Thirty-five patients with a diagnosis of pure ovarian dysgerminoma underwent assessment at our institution between 1950 and 1984. The median age of these patients was 21 years (range, 8 to 41 years). The surgical pathologic stages of the tumors were as follows: stage IA1 in 18 patients, stage IA2 in 2, stage IB1 in 2, stage IC in 1, stage IIB in 2, stage III in 9, and stage IV in 1. The overall survival at 5, 10, and 20 years was 94.3%, 82.9%, and 82.9%, respectively, for all 35 patients and 100%, 83.9%, and 83.9%, respectively, for the 18 patients with stage IA1 lesions. The maximum interval from diagnosis to relapse was 3.7 years. All patients were under surveillance for a minimum of 2 years (median follow-up, 15.9 years). Of the 18 patients with stage IA1 disease, 16 did not receive prophylactic radiation therapy to the para-aortic lymph nodes, and in 6 of the 16 (38%) recurrent disease developed in this region. Five of these patients were salvaged with radiation therapy and one with radiation therapy and subsequent chemotherapy. No definite correlation was noted between the size or mass of the resected unilateral encapsulated tumor and the risk of development of recurrent disease.
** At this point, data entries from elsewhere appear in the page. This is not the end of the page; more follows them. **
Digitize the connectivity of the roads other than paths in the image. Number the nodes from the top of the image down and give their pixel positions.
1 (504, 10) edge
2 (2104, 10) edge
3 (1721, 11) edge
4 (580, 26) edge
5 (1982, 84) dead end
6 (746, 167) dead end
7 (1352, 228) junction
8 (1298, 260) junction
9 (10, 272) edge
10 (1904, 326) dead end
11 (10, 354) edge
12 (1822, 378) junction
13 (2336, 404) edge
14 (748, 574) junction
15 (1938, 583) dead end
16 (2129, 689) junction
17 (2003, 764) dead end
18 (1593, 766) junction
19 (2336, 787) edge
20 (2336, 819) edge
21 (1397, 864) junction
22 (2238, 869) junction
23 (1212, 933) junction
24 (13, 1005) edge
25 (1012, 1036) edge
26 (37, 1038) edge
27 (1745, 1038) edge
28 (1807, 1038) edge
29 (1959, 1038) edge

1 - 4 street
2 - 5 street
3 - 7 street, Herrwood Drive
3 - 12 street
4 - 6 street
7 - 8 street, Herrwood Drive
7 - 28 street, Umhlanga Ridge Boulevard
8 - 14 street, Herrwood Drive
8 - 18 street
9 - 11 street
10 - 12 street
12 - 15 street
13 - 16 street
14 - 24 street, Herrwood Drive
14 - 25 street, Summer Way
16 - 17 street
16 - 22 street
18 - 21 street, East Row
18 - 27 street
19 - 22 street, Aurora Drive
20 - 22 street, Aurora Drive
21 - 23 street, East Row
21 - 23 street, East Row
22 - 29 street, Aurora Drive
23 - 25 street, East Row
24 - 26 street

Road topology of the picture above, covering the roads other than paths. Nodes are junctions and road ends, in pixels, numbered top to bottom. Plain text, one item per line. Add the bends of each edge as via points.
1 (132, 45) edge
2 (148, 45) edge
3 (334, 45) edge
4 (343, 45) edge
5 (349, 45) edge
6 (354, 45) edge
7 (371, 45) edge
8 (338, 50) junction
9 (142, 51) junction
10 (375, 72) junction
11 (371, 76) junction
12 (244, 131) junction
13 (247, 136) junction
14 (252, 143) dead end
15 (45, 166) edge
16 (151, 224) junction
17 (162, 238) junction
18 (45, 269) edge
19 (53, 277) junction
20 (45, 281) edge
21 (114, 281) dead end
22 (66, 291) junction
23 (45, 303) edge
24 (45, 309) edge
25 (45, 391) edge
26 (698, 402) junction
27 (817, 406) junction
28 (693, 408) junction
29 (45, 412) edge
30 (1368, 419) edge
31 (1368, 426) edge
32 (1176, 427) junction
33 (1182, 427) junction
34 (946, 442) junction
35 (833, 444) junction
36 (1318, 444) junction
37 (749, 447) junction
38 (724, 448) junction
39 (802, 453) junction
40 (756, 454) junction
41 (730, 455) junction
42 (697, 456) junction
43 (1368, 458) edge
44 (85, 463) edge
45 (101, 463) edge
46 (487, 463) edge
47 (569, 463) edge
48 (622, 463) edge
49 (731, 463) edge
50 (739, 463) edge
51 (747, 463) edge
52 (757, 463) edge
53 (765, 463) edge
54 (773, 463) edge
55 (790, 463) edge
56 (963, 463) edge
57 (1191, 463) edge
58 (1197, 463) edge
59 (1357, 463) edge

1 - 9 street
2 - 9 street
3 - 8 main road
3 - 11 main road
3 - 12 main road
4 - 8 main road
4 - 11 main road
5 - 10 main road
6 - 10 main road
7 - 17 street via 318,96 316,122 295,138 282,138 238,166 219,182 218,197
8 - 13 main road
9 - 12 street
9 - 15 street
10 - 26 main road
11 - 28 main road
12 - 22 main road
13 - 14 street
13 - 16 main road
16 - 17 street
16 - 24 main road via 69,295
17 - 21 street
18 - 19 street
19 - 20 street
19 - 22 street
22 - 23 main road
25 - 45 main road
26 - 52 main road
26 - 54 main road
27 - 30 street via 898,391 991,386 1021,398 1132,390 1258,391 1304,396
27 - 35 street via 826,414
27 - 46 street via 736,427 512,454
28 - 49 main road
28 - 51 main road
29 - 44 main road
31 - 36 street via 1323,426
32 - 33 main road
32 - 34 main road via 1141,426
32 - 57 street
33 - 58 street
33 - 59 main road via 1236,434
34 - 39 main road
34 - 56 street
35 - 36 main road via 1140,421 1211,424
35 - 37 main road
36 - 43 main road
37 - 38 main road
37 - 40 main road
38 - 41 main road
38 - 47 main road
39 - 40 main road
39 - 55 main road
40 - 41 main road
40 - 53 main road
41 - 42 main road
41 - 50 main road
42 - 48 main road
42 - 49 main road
For patients with stage IA1 dysgerminoma who have undergone unilateral oophorectomy, two treatment options seem reasonable: (1) observation, with radiation therapy reserved for subsequent recurrence, or (2) prophylactic radiation therapy (2,000 cGy) to para-aortic and ipsilateral common iliac lymph nodes, which would preserve fertility.